Furthermore, the different embodiments can take the form of a computer program product accessible from a computer usable or computer readable medium providing program code for use by or in connection with a computer or any device or system that executes instructions. For the purposes of this disclosure, a computer usable or computer readable medium can generally be any tangible apparatus that can contain, store, communicate, propagate, or transport the program for use by or in connection with the instruction execution system, apparatus, or device.
The computer usable or computer readable medium can be, for example, without limitation an electronic, magnetic, optical, electromagnetic, infrared, or semiconductor system, or a propagation medium. Non-limiting examples of a computer readable medium include a semiconductor or solid state memory, magnetic tape, a removable computer diskette, a random access memory (RAM), a read-only memory (ROM), a rigid magnetic disk, and an optical disk.
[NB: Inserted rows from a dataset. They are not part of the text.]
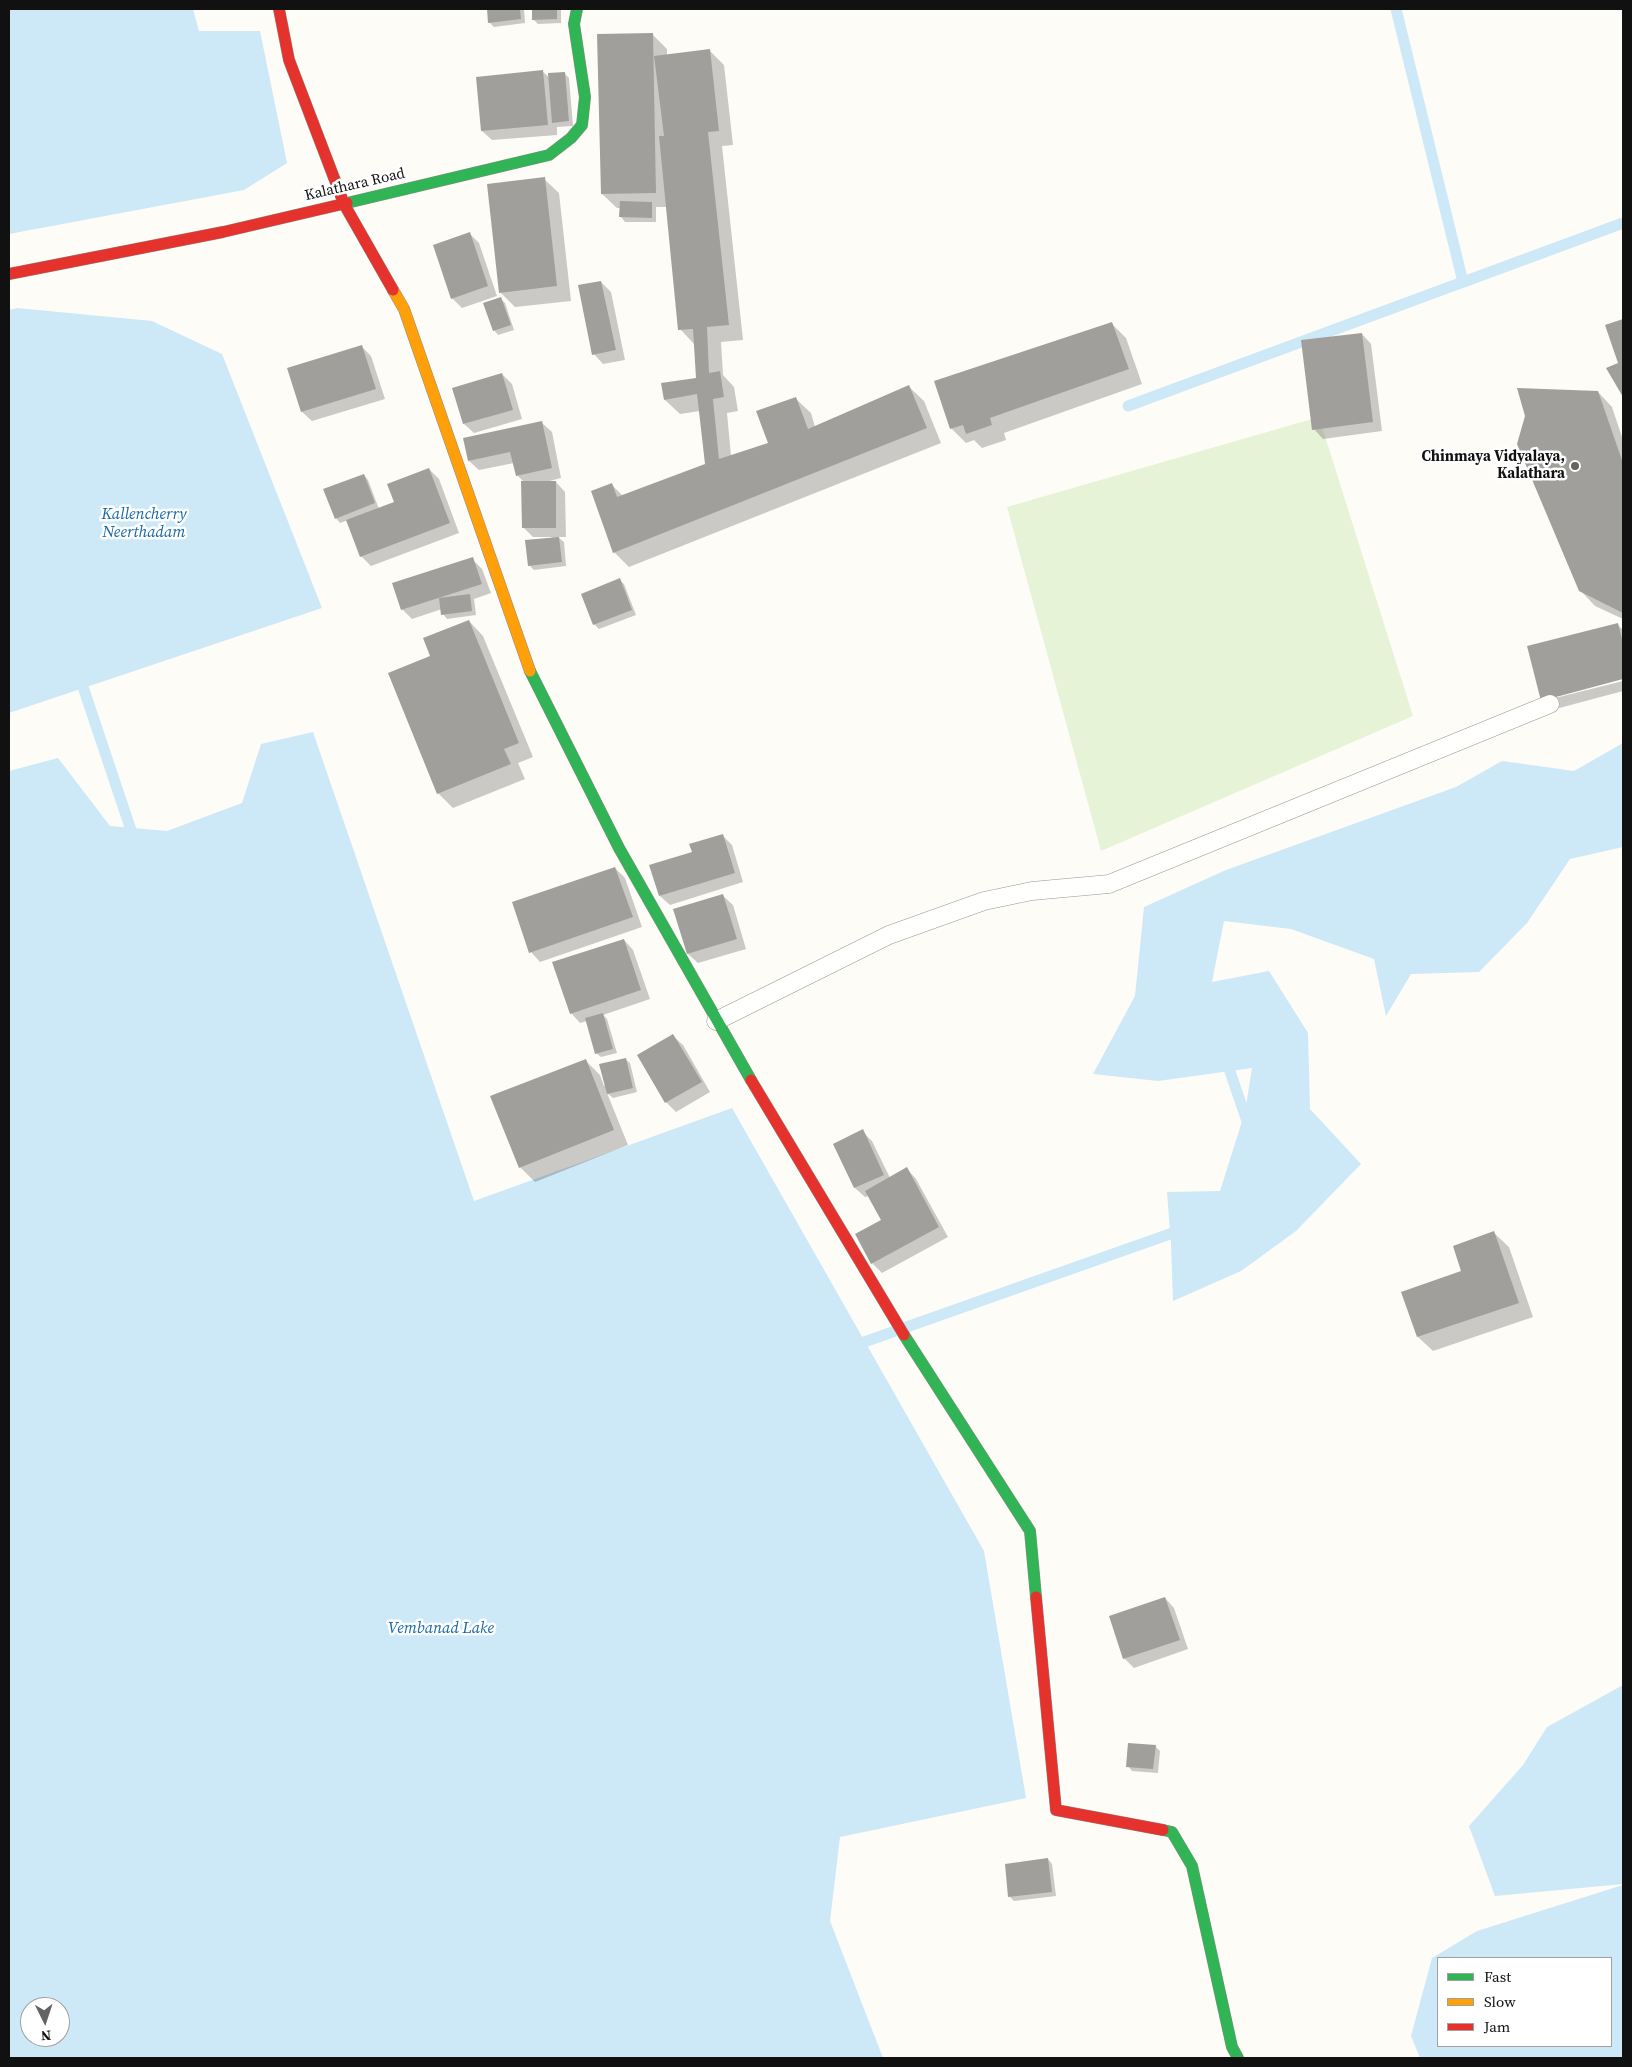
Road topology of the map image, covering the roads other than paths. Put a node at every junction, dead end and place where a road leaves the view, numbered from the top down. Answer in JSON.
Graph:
{"nodes":[{"id":1,"x":278,"y":9,"type":"edge"},
{"id":2,"x":577,"y":9,"type":"edge"},
{"id":3,"x":344,"y":204,"type":"junction"},
{"id":4,"x":9,"y":274,"type":"edge"},
{"id":5,"x":1550,"y":704,"type":"dead end"},
{"id":6,"x":716,"y":1021,"type":"junction"},
{"id":7,"x":1238,"y":2058,"type":"edge"}],
"edges":[{"from":1,"to":3,"type":"street"},
{"from":2,"to":3,"type":"street","name":"Kalathara Road"},
{"from":3,"to":4,"type":"street","name":"Kalathara Road"},
{"from":3,"to":6,"type":"street"},
{"from":5,"to":6,"type":"lane"},
{"from":6,"to":7,"type":"street"}]}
Optical disks may include compact disk-read only memory (CD-ROM), compact disk-read/write (CD-R/W), and DVD.
Further, a computer usable or computer readable medium may contain or store a computer readable or usable program code such that when the computer readable or usable program code is executed on a computer, the execution of this computer readable or usable program code causes the computer to transmit another computer readable or usable program code over a communications link. This communications link may use a medium that is, for example without limitation, physical or wireless.
A data processing system suitable for storing and/or executing computer readable or computer usable program code will include one or more processors coupled directly or indirectly to memory elements through a communications fabric, such as a system bus. The memory elements may include local memory employed during actual execution of the program code, bulk storage, and cache memories which provide temporary storage of at least some computer readable or computer usable program code to reduce the number of times code may be retrieved from bulk storage during execution of the code.
Input/output or I/O devices can be coupled to the system either directly or through intervening I/O controllers. These devices may include, for example, without limitation, keyboards, touch screen displays, and pointing devices. Different communications adapters may also be coupled to the system to enable the data processing system to become coupled to other data processing systems or remote printers or storage devices through intervening private or public networks. Non-limiting examples of modems and network adapters are just a few of the currently available types of communications adapters.
The description of the different illustrative embodiments has been presented for purposes of illustration and description, and is not intended to be exhaustive or limited to the embodiments in the form disclosed. Many modifications and variations will be apparent to those of ordinary skill in the art. Further, different illustrative embodiments may provide different features as compared to other illustrative embodiments. The embodiment or embodiments selected are chosen and described in order to best explain the principles of the embodiments, the practical application, and to enable others of ordinary skill in the art to understand the disclosure for various embodiments with various modifications as are suited to the particular use contemplated.